-- DATA TO USE follows --

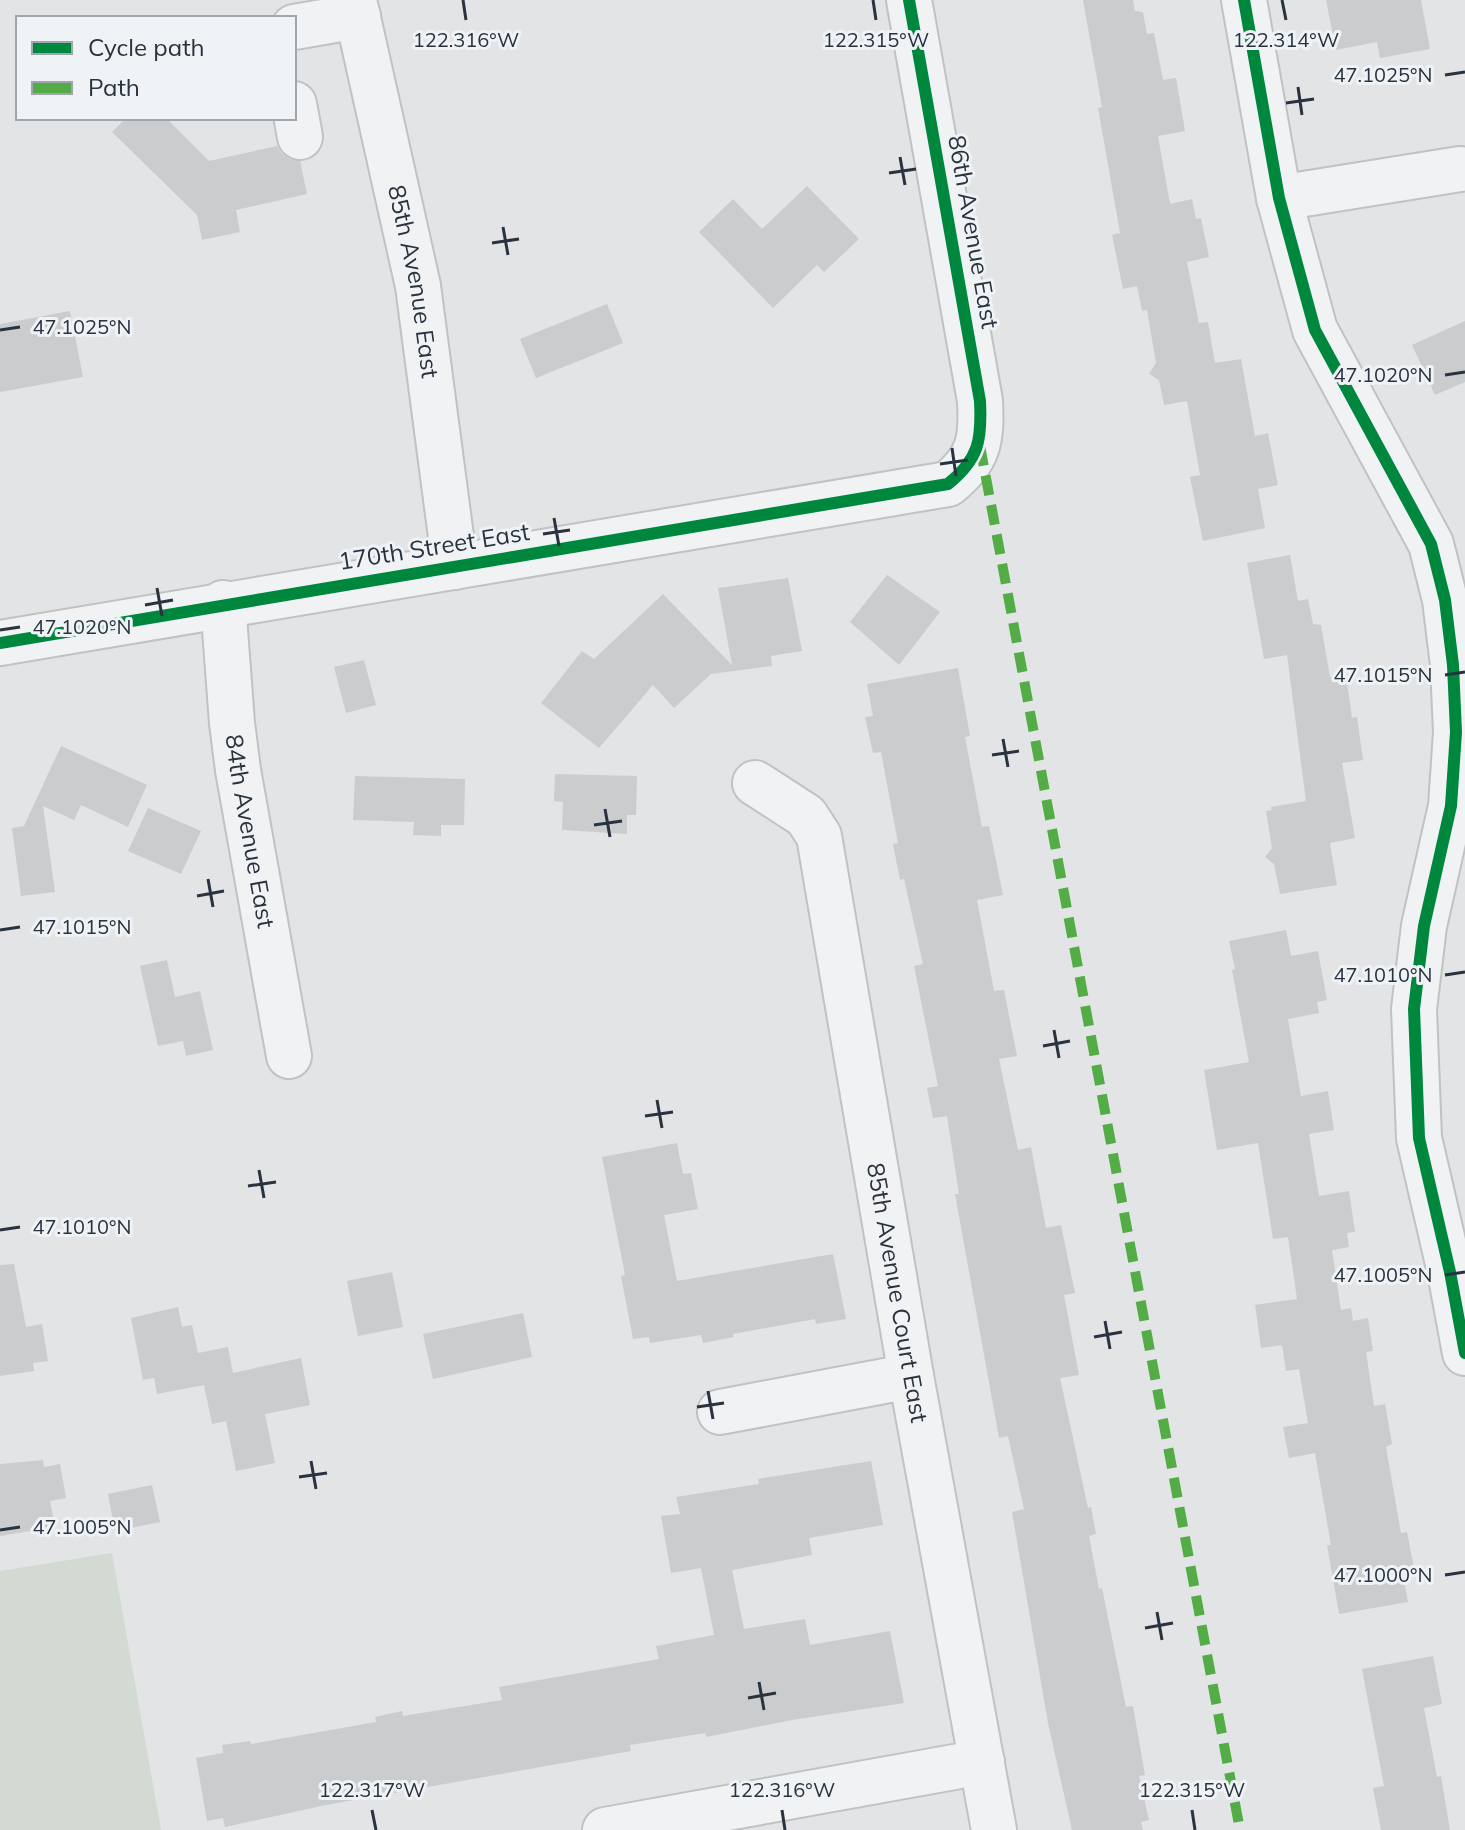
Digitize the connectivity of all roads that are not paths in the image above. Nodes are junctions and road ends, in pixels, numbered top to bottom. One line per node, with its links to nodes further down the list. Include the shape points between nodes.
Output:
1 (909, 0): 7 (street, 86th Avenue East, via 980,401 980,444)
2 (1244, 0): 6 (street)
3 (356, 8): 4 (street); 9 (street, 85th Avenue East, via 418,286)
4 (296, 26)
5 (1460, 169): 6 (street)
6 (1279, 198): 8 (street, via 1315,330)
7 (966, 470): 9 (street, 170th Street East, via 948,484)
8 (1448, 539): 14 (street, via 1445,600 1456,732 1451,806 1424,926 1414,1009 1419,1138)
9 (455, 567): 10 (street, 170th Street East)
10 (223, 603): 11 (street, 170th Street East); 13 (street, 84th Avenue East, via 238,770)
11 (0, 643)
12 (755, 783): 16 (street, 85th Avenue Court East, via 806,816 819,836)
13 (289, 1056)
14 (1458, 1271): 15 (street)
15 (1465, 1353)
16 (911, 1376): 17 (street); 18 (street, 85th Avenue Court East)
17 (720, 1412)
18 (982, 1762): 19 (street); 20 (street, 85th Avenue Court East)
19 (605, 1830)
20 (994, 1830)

-- DATA TO USE concluded --

[ASSIGNMENT] Transcribe the listing verbatim, pictures excluded.

[RESPONSE BOX]
Digitize the connectivity of all roads that are not paths in the image above. Nodes are junctions and road ends, in pixels, numbered top to bottom. One line per node, with its links to nodes further down the list. Include the shape points between nodes.
Output:
1 (909, 0): 7 (street, 86th Avenue East, via 980,401 980,444)
2 (1244, 0): 6 (street)
3 (356, 8): 4 (street); 9 (street, 85th Avenue East, via 418,286)
4 (296, 26)
5 (1460, 169): 6 (street)
6 (1279, 198): 8 (street, via 1315,330)
7 (966, 470): 9 (street, 170th Street East, via 948,484)
8 (1448, 539): 14 (street, via 1445,600 1456,732 1451,806 1424,926 1414,1009 1419,1138)
9 (455, 567): 10 (street, 170th Street East)
10 (223, 603): 11 (street, 170th Street East); 13 (street, 84th Avenue East, via 238,770)
11 (0, 643)
12 (755, 783): 16 (street, 85th Avenue Court East, via 806,816 819,836)
13 (289, 1056)
14 (1458, 1271): 15 (street)
15 (1465, 1353)
16 (911, 1376): 17 (street); 18 (street, 85th Avenue Court East)
17 (720, 1412)
18 (982, 1762): 19 (street); 20 (street, 85th Avenue Court East)
19 (605, 1830)
20 (994, 1830)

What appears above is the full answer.